▶ Work to complete: Print every record below exactly as it stands, but leave out the pictures.

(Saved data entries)
BEGIN
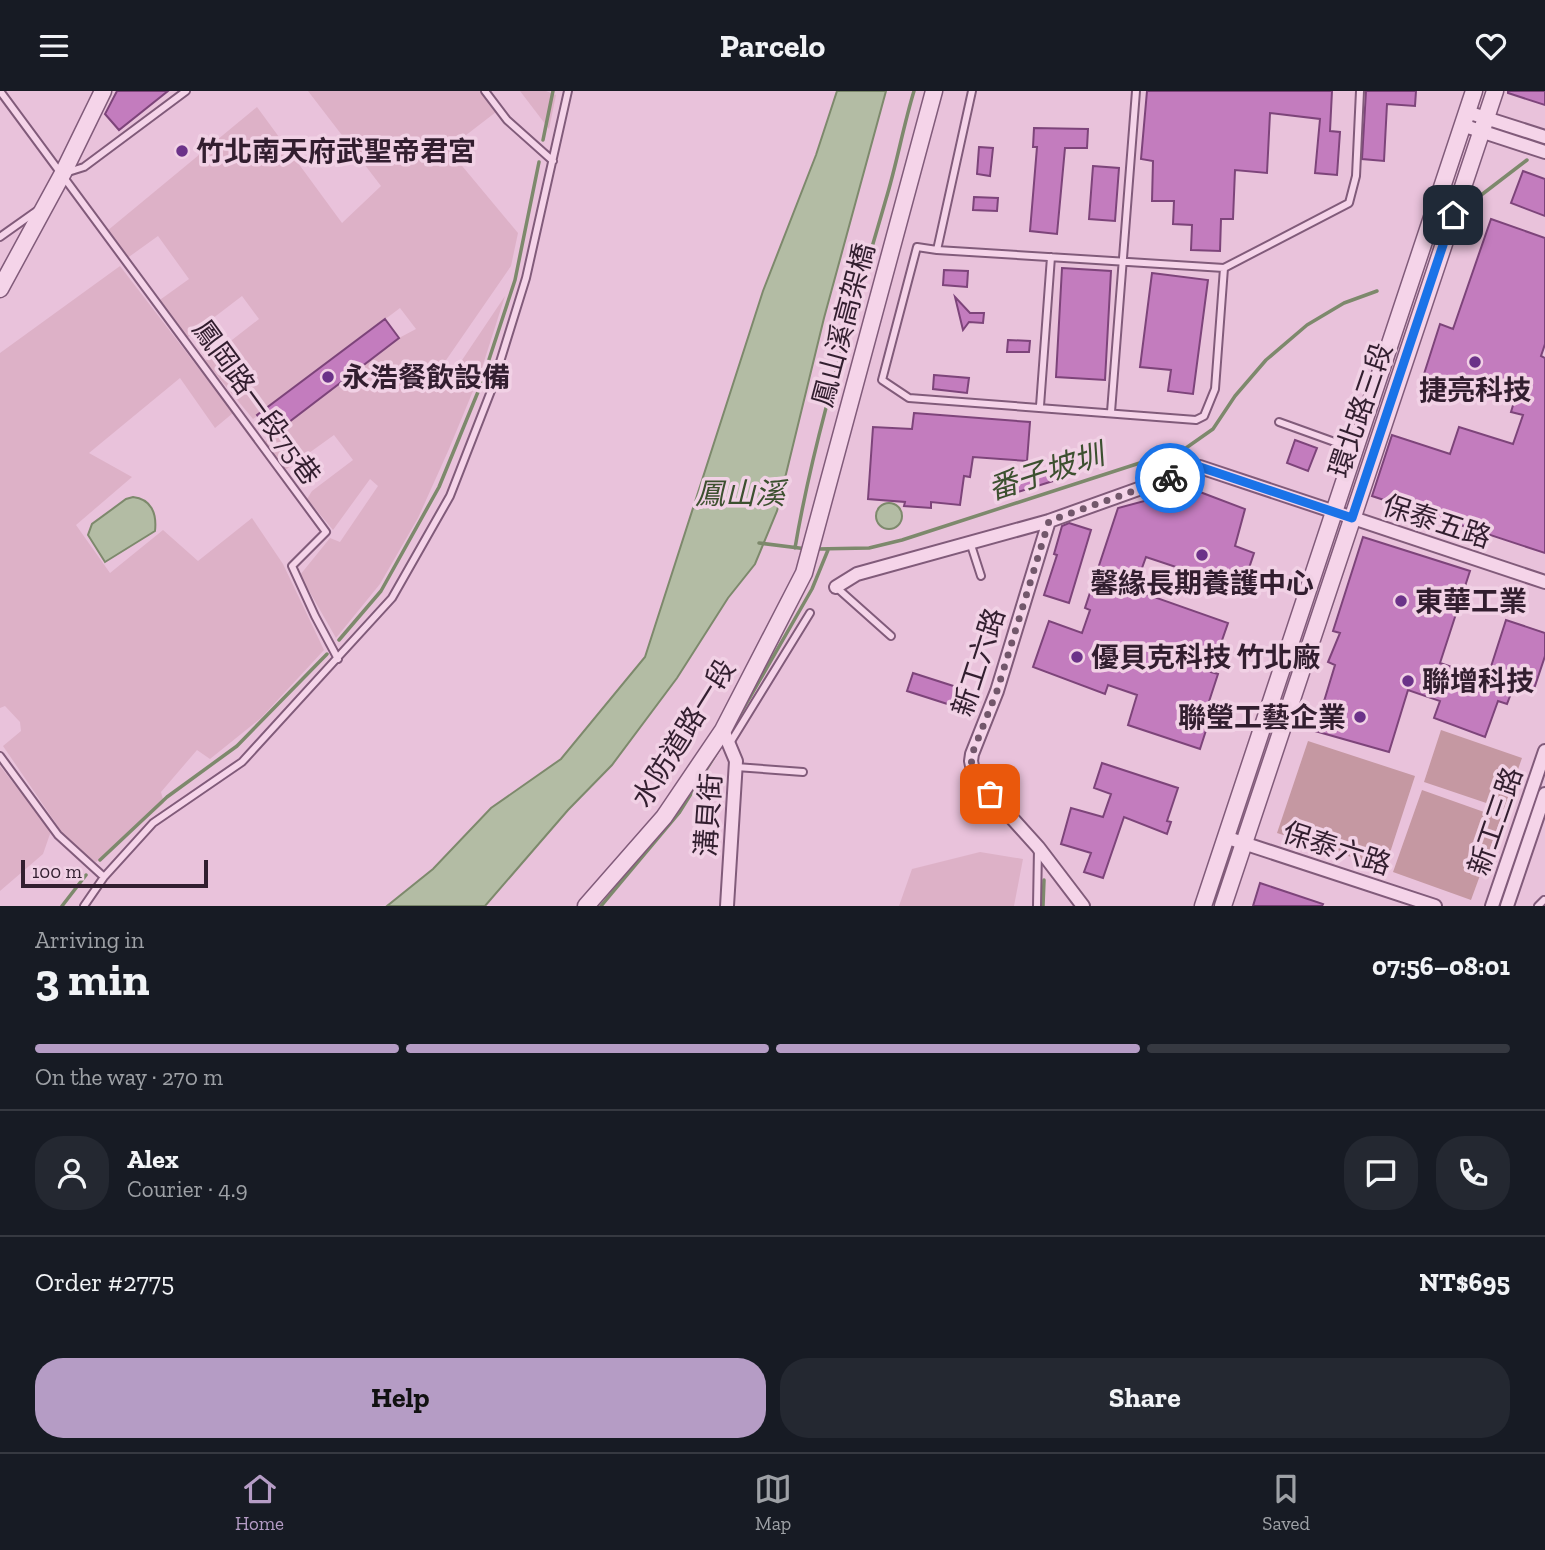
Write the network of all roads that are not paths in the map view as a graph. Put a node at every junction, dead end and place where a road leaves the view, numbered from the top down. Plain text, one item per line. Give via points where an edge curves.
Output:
1 (0, 91) edge
2 (103, 91) edge
3 (186, 91) edge
4 (485, 91) edge
5 (568, 91) edge
6 (934, 91) edge
7 (972, 91) edge
8 (1136, 91) edge
9 (1360, 91) edge
10 (1474, 91) edge
11 (1495, 91) edge
12 (1465, 119) junction
13 (1484, 125) junction
14 (1545, 137) edge
15 (1545, 152) edge
16 (552, 161) junction
17 (63, 173) junction
18 (45, 204) junction
19 (0, 237) edge
20 (937, 250) junction
21 (1051, 257) junction
22 (1124, 261) junction
23 (1224, 268) junction
24 (0, 289) edge
25 (1040, 406) junction
26 (1111, 412) junction
27 (1279, 422) dead end
28 (1356, 449) junction
29 (1335, 513) junction
30 (1352, 518) junction
31 (1049, 521) junction
32 (970, 542) junction
33 (804, 573) joint
34 (981, 576) dead end
35 (1545, 582) edge
36 (836, 587) joint
37 (810, 613) dead end
38 (891, 636) dead end
39 (338, 659) junction
40 (726, 737) junction
41 (1545, 751) edge
42 (0, 756) edge
43 (736, 767) junction
44 (803, 772) dead end
45 (1545, 794) edge
46 (1225, 837) junction
47 (1244, 843) junction
48 (1038, 847) junction
49 (104, 877) junction
50 (1544, 899) edge
51 (83, 906) edge
52 (586, 906) edge
53 (727, 906) edge
54 (1037, 906) edge
55 (1083, 906) edge
56 (1203, 906) edge
57 (1223, 906) edge
58 (1435, 906) edge
59 (1492, 906) edge
60 (1507, 906) edge
61 (1538, 906) edge

1 - 17 lane
2 - 17 street
3 - 17 lane via 84,167
4 - 16 lane via 507,120
5 - 16 lane
6 - 33 street, 鳳山溪高架橋
7 - 20 lane
8 - 22 lane
9 - 23 lane via 1356,176 1349,203
10 - 12 street, 環北路三段
11 - 13 street, 環北路三段
12 - 13 street
12 - 28 street, 環北路三段
13 - 14 street
13 - 15 street
13 - 30 street, 環北路三段
16 - 39 lane via 526,278 491,391 450,496 392,598
17 - 18 street
17 - 39 lane, 鳳岡路一段75巷 via 326,532 292,566
18 - 19 lane
18 - 24 street
20 - 21 lane
20 - 25 lane via 917,247 882,380 909,398
21 - 22 lane
21 - 25 lane
22 - 23 lane
22 - 26 lane
23 - 26 lane via 1215,389 1204,416 1196,420
25 - 26 lane
27 - 28 lane
28 - 29 street, 環北路三段
29 - 30 street, 保泰五路
29 - 31 street, 保泰五路 via 1200,467
29 - 46 street, 環北路三段
30 - 35 street, 保泰五路
30 - 47 street, 環北路三段
31 - 32 street, 保泰五路
31 - 48 street, 新工六路 via 971,761 974,776
32 - 34 lane
32 - 36 street, 保泰五路 via 857,574
33 - 40 street, 水防道路一段
36 - 38 lane
37 - 40 lane
39 - 49 lane via 242,762 153,823
40 - 43 street, 溝貝街
40 - 52 street, 水防道路一段
41 - 59 street, 新工三路
42 - 49 lane via 58,835
43 - 44 lane
43 - 53 street, 溝貝街
45 - 60 street, 新工三路
46 - 47 street, 保泰六路
46 - 56 street, 環北路三段
47 - 57 street, 環北路三段
47 - 58 street, 保泰六路
48 - 54 lane
48 - 55 street, 新工六路
49 - 51 lane
50 - 61 lane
END
▶ Answer area:
Write the network of all roads that are not paths in the map view as a graph. Put a node at every junction, dead end and place where a road leaves the view, numbered from the top down. Plain text, one item per line. Give via points where an edge curves.
Output:
1 (0, 91) edge
2 (103, 91) edge
3 (186, 91) edge
4 (485, 91) edge
5 (568, 91) edge
6 (934, 91) edge
7 (972, 91) edge
8 (1136, 91) edge
9 (1360, 91) edge
10 (1474, 91) edge
11 (1495, 91) edge
12 (1465, 119) junction
13 (1484, 125) junction
14 (1545, 137) edge
15 (1545, 152) edge
16 (552, 161) junction
17 (63, 173) junction
18 (45, 204) junction
19 (0, 237) edge
20 (937, 250) junction
21 (1051, 257) junction
22 (1124, 261) junction
23 (1224, 268) junction
24 (0, 289) edge
25 (1040, 406) junction
26 (1111, 412) junction
27 (1279, 422) dead end
28 (1356, 449) junction
29 (1335, 513) junction
30 (1352, 518) junction
31 (1049, 521) junction
32 (970, 542) junction
33 (804, 573) joint
34 (981, 576) dead end
35 (1545, 582) edge
36 (836, 587) joint
37 (810, 613) dead end
38 (891, 636) dead end
39 (338, 659) junction
40 (726, 737) junction
41 (1545, 751) edge
42 (0, 756) edge
43 (736, 767) junction
44 (803, 772) dead end
45 (1545, 794) edge
46 (1225, 837) junction
47 (1244, 843) junction
48 (1038, 847) junction
49 (104, 877) junction
50 (1544, 899) edge
51 (83, 906) edge
52 (586, 906) edge
53 (727, 906) edge
54 (1037, 906) edge
55 (1083, 906) edge
56 (1203, 906) edge
57 (1223, 906) edge
58 (1435, 906) edge
59 (1492, 906) edge
60 (1507, 906) edge
61 (1538, 906) edge

1 - 17 lane
2 - 17 street
3 - 17 lane via 84,167
4 - 16 lane via 507,120
5 - 16 lane
6 - 33 street, 鳳山溪高架橋
7 - 20 lane
8 - 22 lane
9 - 23 lane via 1356,176 1349,203
10 - 12 street, 環北路三段
11 - 13 street, 環北路三段
12 - 13 street
12 - 28 street, 環北路三段
13 - 14 street
13 - 15 street
13 - 30 street, 環北路三段
16 - 39 lane via 526,278 491,391 450,496 392,598
17 - 18 street
17 - 39 lane, 鳳岡路一段75巷 via 326,532 292,566
18 - 19 lane
18 - 24 street
20 - 21 lane
20 - 25 lane via 917,247 882,380 909,398
21 - 22 lane
21 - 25 lane
22 - 23 lane
22 - 26 lane
23 - 26 lane via 1215,389 1204,416 1196,420
25 - 26 lane
27 - 28 lane
28 - 29 street, 環北路三段
29 - 30 street, 保泰五路
29 - 31 street, 保泰五路 via 1200,467
29 - 46 street, 環北路三段
30 - 35 street, 保泰五路
30 - 47 street, 環北路三段
31 - 32 street, 保泰五路
31 - 48 street, 新工六路 via 971,761 974,776
32 - 34 lane
32 - 36 street, 保泰五路 via 857,574
33 - 40 street, 水防道路一段
36 - 38 lane
37 - 40 lane
39 - 49 lane via 242,762 153,823
40 - 43 street, 溝貝街
40 - 52 street, 水防道路一段
41 - 59 street, 新工三路
42 - 49 lane via 58,835
43 - 44 lane
43 - 53 street, 溝貝街
45 - 60 street, 新工三路
46 - 47 street, 保泰六路
46 - 56 street, 環北路三段
47 - 57 street, 環北路三段
47 - 58 street, 保泰六路
48 - 54 lane
48 - 55 street, 新工六路
49 - 51 lane
50 - 61 lane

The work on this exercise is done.